**Directions:** Your output is one number, the count of lines in the listing below that hold the word "Чаркова".

================================

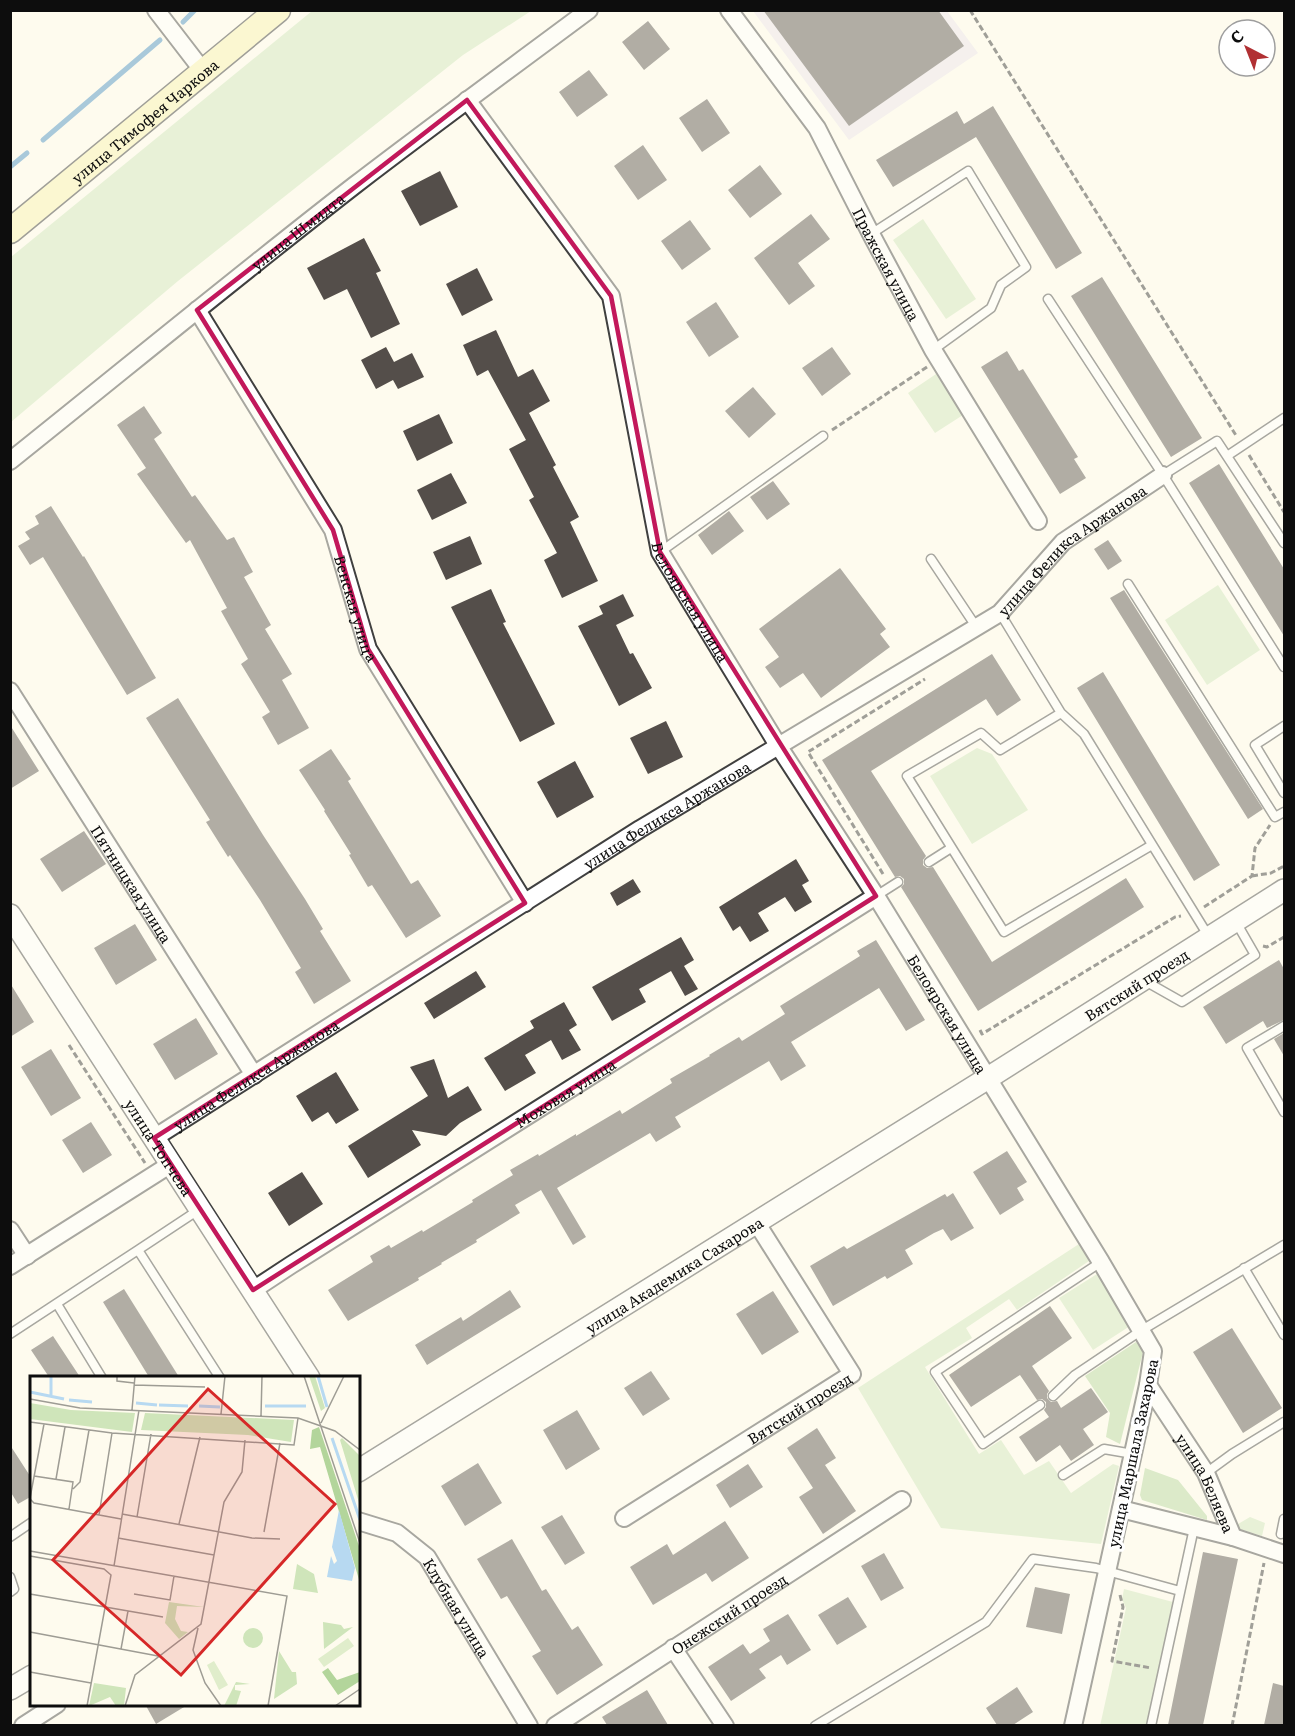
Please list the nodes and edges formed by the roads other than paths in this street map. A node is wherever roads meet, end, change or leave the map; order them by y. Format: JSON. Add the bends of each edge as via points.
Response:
{"nodes":[{"id":1,"x":156,"y":10,"type":"edge"},
{"id":2,"x":278,"y":10,"type":"edge"},
{"id":3,"x":589,"y":10,"type":"edge"},
{"id":4,"x":729,"y":10,"type":"edge"},
{"id":5,"x":203,"y":71,"type":"junction"},
{"id":6,"x":467,"y":100,"type":"junction"},
{"id":7,"x":10,"y":231,"type":"edge"},
{"id":8,"x":870,"y":234,"type":"junction"},
{"id":9,"x":1048,"y":299,"type":"dead end"},
{"id":10,"x":197,"y":310,"type":"junction"},
{"id":11,"x":935,"y":355,"type":"junction"},
{"id":12,"x":1284,"y":418,"type":"edge"},
{"id":13,"x":823,"y":436,"type":"road end"},
{"id":14,"x":1227,"y":456,"type":"junction"},
{"id":15,"x":10,"y":461,"type":"edge"},
{"id":16,"x":1163,"y":475,"type":"junction"},
{"id":17,"x":1038,"y":521,"type":"dead end"},
{"id":18,"x":1284,"y":543,"type":"edge"},
{"id":19,"x":660,"y":552,"type":"junction"},
{"id":20,"x":931,"y":559,"type":"dead end"},
{"id":21,"x":1128,"y":584,"type":"dead end"},
{"id":22,"x":1000,"y":613,"type":"junction"},
{"id":23,"x":977,"y":628,"type":"junction"},
{"id":24,"x":1284,"y":666,"type":"edge"},
{"id":25,"x":10,"y":691,"type":"edge"},
{"id":26,"x":1061,"y":713,"type":"junction"},
{"id":27,"x":1284,"y":726,"type":"edge"},
{"id":28,"x":778,"y":747,"type":"junction"},
{"id":29,"x":1284,"y":793,"type":"edge"},
{"id":30,"x":1284,"y":812,"type":"edge"},
{"id":31,"x":1152,"y":845,"type":"junction"},
{"id":32,"x":951,"y":848,"type":"junction"},
{"id":33,"x":929,"y":862,"type":"dead end"},
{"id":34,"x":894,"y":884,"type":"road end"},
{"id":35,"x":1284,"y":890,"type":"edge"},
{"id":36,"x":876,"y":896,"type":"junction"},
{"id":37,"x":525,"y":903,"type":"junction"},
{"id":38,"x":10,"y":915,"type":"edge"},
{"id":39,"x":1235,"y":921,"type":"junction"},
{"id":40,"x":1209,"y":937,"type":"junction"},
{"id":41,"x":1142,"y":979,"type":"junction"},
{"id":42,"x":1284,"y":1026,"type":"edge"},
{"id":43,"x":254,"y":1075,"type":"junction"},
{"id":44,"x":988,"y":1078,"type":"junction"},
{"id":45,"x":1284,"y":1112,"type":"edge"},
{"id":46,"x":154,"y":1138,"type":"junction"},
{"id":47,"x":171,"y":1164,"type":"junction"},
{"id":48,"x":200,"y":1209,"type":"junction"},
{"id":49,"x":756,"y":1222,"type":"junction"},
{"id":50,"x":10,"y":1230,"type":"edge"},
{"id":51,"x":1284,"y":1245,"type":"edge"},
{"id":52,"x":138,"y":1250,"type":"junction"},
{"id":53,"x":27,"y":1256,"type":"junction"},
{"id":54,"x":1101,"y":1262,"type":"junction"},
{"id":55,"x":10,"y":1266,"type":"edge"},
{"id":56,"x":1244,"y":1268,"type":"junction"},
{"id":57,"x":253,"y":1290,"type":"junction"},
{"id":58,"x":57,"y":1304,"type":"junction"},
{"id":59,"x":1142,"y":1330,"type":"junction"},
{"id":60,"x":10,"y":1334,"type":"edge"},
{"id":61,"x":1284,"y":1335,"type":"edge"},
{"id":62,"x":101,"y":1376,"type":"edge"},
{"id":63,"x":219,"y":1376,"type":"edge"},
{"id":64,"x":308,"y":1376,"type":"edge"},
{"id":65,"x":1148,"y":1385,"type":"junction"},
{"id":66,"x":1053,"y":1396,"type":"dead end"},
{"id":67,"x":1041,"y":1405,"type":"dead end"},
{"id":68,"x":1284,"y":1422,"type":"edge"},
{"id":69,"x":1133,"y":1454,"type":"junction"},
{"id":70,"x":361,"y":1463,"type":"edge"},
{"id":71,"x":1206,"y":1473,"type":"junction"},
{"id":72,"x":1063,"y":1475,"type":"dead end"},
{"id":73,"x":902,"y":1500,"type":"dead end"},
{"id":74,"x":1121,"y":1509,"type":"junction"},
{"id":75,"x":624,"y":1518,"type":"dead end"},
{"id":76,"x":1284,"y":1520,"type":"edge"},
{"id":77,"x":360,"y":1522,"type":"edge"},
{"id":78,"x":30,"y":1523,"type":"edge"},
{"id":79,"x":1194,"y":1528,"type":"junction"},
{"id":80,"x":1281,"y":1534,"type":"dead end"},
{"id":81,"x":10,"y":1537,"type":"edge"},
{"id":82,"x":1233,"y":1537,"type":"junction"},
{"id":83,"x":1284,"y":1554,"type":"edge"},
{"id":84,"x":1107,"y":1571,"type":"junction"},
{"id":85,"x":10,"y":1577,"type":"edge"},
{"id":86,"x":1180,"y":1591,"type":"junction"},
{"id":87,"x":10,"y":1592,"type":"edge"},
{"id":88,"x":673,"y":1648,"type":"junction"},
{"id":89,"x":30,"y":1677,"type":"edge"},
{"id":90,"x":10,"y":1689,"type":"edge"},
{"id":91,"x":54,"y":1706,"type":"edge"},
{"id":92,"x":23,"y":1725,"type":"edge"},
{"id":93,"x":529,"y":1725,"type":"edge"},
{"id":94,"x":555,"y":1725,"type":"edge"},
{"id":95,"x":725,"y":1725,"type":"edge"},
{"id":96,"x":815,"y":1725,"type":"edge"},
{"id":97,"x":1073,"y":1725,"type":"edge"},
{"id":98,"x":1151,"y":1725,"type":"edge"}],
"edges":[{"from":1,"to":5,"type":"street"},
{"from":2,"to":5,"type":"main road","name":"улица Тимофея Чаркова"},
{"from":3,"to":6,"type":"street","name":"улица Шмидта"},
{"from":4,"to":8,"type":"street","name":"Пражская улица","via":[[817,128]]},
{"from":5,"to":7,"type":"main road","name":"улица Тимофея Чаркова"},
{"from":6,"to":10,"type":"street","name":"улица Шмидта"},
{"from":6,"to":19,"type":"street","name":"Белоярская улица","via":[[611,296]]},
{"from":8,"to":11,"type":"street","name":"Пражская улица"},
{"from":8,"to":11,"type":"lane","via":[[968,171],[1026,267],[1001,285],[991,308]]},
{"from":9,"to":16,"type":"lane"},
{"from":10,"to":15,"type":"street","name":"улица Шмидта"},
{"from":10,"to":37,"type":"street","name":"Венская улица","via":[[333,530],[368,648]]},
{"from":11,"to":17,"type":"street","name":"Пражская улица"},
{"from":12,"to":14,"type":"lane"},
{"from":13,"to":19,"type":"lane"},
{"from":14,"to":16,"type":"lane","via":[[1217,441]]},
{"from":14,"to":18,"type":"lane"},
{"from":16,"to":22,"type":"street","name":"улица Феликса Аржанова","via":[[1063,542]]},
{"from":16,"to":24,"type":"lane"},
{"from":19,"to":28,"type":"street","name":"Белоярская улица"},
{"from":20,"to":23,"type":"lane"},
{"from":21,"to":30,"type":"lane","via":[[1275,817]]},
{"from":22,"to":23,"type":"street","name":"улица Феликса Аржанова"},
{"from":22,"to":26,"type":"lane"},
{"from":23,"to":28,"type":"street","name":"улица Феликса Аржанова"},
{"from":25,"to":43,"type":"street","name":"Пятницкая улица"},
{"from":26,"to":31,"type":"lane","via":[[1084,734]]},
{"from":26,"to":32,"type":"lane","via":[[1000,750],[981,733],[907,776]]},
{"from":27,"to":29,"type":"lane","via":[[1255,745]]},
{"from":28,"to":36,"type":"street","name":"Белоярская улица"},
{"from":28,"to":37,"type":"street","name":"улица Феликса Аржанова"},
{"from":31,"to":32,"type":"lane","via":[[1004,932]]},
{"from":31,"to":40,"type":"lane"},
{"from":32,"to":33,"type":"lane"},
{"from":34,"to":36,"type":"lane"},
{"from":35,"to":39,"type":"street","name":"Вятский проезд"},
{"from":36,"to":44,"type":"street","name":"Белоярская улица"},
{"from":36,"to":57,"type":"street","name":"Моховая улица"},
{"from":37,"to":43,"type":"street","name":"улица Феликса Аржанова"},
{"from":38,"to":46,"type":"street","name":"улица Топчева"},
{"from":39,"to":40,"type":"street","name":"Вятский проезд"},
{"from":39,"to":41,"type":"lane","via":[[1255,955],[1182,1002]]},
{"from":40,"to":41,"type":"street","name":"Вятский проезд"},
{"from":41,"to":44,"type":"street","name":"Вятский проезд"},
{"from":42,"to":45,"type":"lane","via":[[1247,1048]]},
{"from":43,"to":46,"type":"street","name":"улица Феликса Аржанова"},
{"from":44,"to":49,"type":"street","name":"улица Академика Сахарова"},
{"from":44,"to":54,"type":"street","name":"улица Маршала Захарова"},
{"from":46,"to":47,"type":"street","name":"улица Топчева"},
{"from":47,"to":48,"type":"street","name":"улица Топчева"},
{"from":47,"to":53,"type":"street"},
{"from":48,"to":52,"type":"lane"},
{"from":48,"to":57,"type":"street","name":"улица Топчева"},
{"from":49,"to":70,"type":"street","name":"улица Академика Сахарова"},
{"from":49,"to":75,"type":"street","name":"Вятский проезд","via":[[852,1374]]},
{"from":50,"to":53,"type":"street"},
{"from":51,"to":56,"type":"lane"},
{"from":52,"to":58,"type":"lane"},
{"from":52,"to":63,"type":"lane"},
{"from":53,"to":55,"type":"street"},
{"from":54,"to":59,"type":"street","name":"улица Маршала Захарова"},
{"from":54,"to":67,"type":"lane","via":[[935,1372],[983,1443]]},
{"from":56,"to":59,"type":"lane"},
{"from":56,"to":61,"type":"lane"},
{"from":57,"to":64,"type":"street","name":"улица Топчева"},
{"from":58,"to":60,"type":"lane"},
{"from":58,"to":62,"type":"lane"},
{"from":59,"to":65,"type":"street","name":"улица Маршала Захарова","via":[[1154,1351]]},
{"from":59,"to":66,"type":"lane","via":[[1075,1375]]},
{"from":65,"to":69,"type":"street","name":"улица Маршала Захарова"},
{"from":65,"to":71,"type":"street","name":"улица Беляева"},
{"from":68,"to":71,"type":"lane"},
{"from":69,"to":72,"type":"lane","via":[[1104,1449]]},
{"from":69,"to":74,"type":"street","name":"улица Маршала Захарова"},
{"from":71,"to":82,"type":"street","name":"улица Беляева"},
{"from":73,"to":88,"type":"street","name":"Онежский проезд"},
{"from":74,"to":79,"type":"street"},
{"from":74,"to":84,"type":"street","name":"улица Маршала Захарова"},
{"from":76,"to":80,"type":"lane"},
{"from":77,"to":93,"type":"street","name":"Клубная улица","via":[[397,1533],[427,1557]]},
{"from":78,"to":81,"type":"lane"},
{"from":79,"to":82,"type":"street"},
{"from":79,"to":86,"type":"lane"},
{"from":82,"to":83,"type":"street","name":"улица Беляева"},
{"from":84,"to":86,"type":"lane"},
{"from":84,"to":96,"type":"lane","via":[[1033,1559],[986,1622]]},
{"from":84,"to":97,"type":"street","name":"улица Маршала Захарова"},
{"from":85,"to":87,"type":"lane","via":[[14,1589]]},
{"from":86,"to":98,"type":"lane"},
{"from":88,"to":94,"type":"street","name":"Онежский проезд"},
{"from":88,"to":95,"type":"street"},
{"from":89,"to":90,"type":"street"},
{"from":91,"to":92,"type":"street"}]}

================================

**Task output:** 2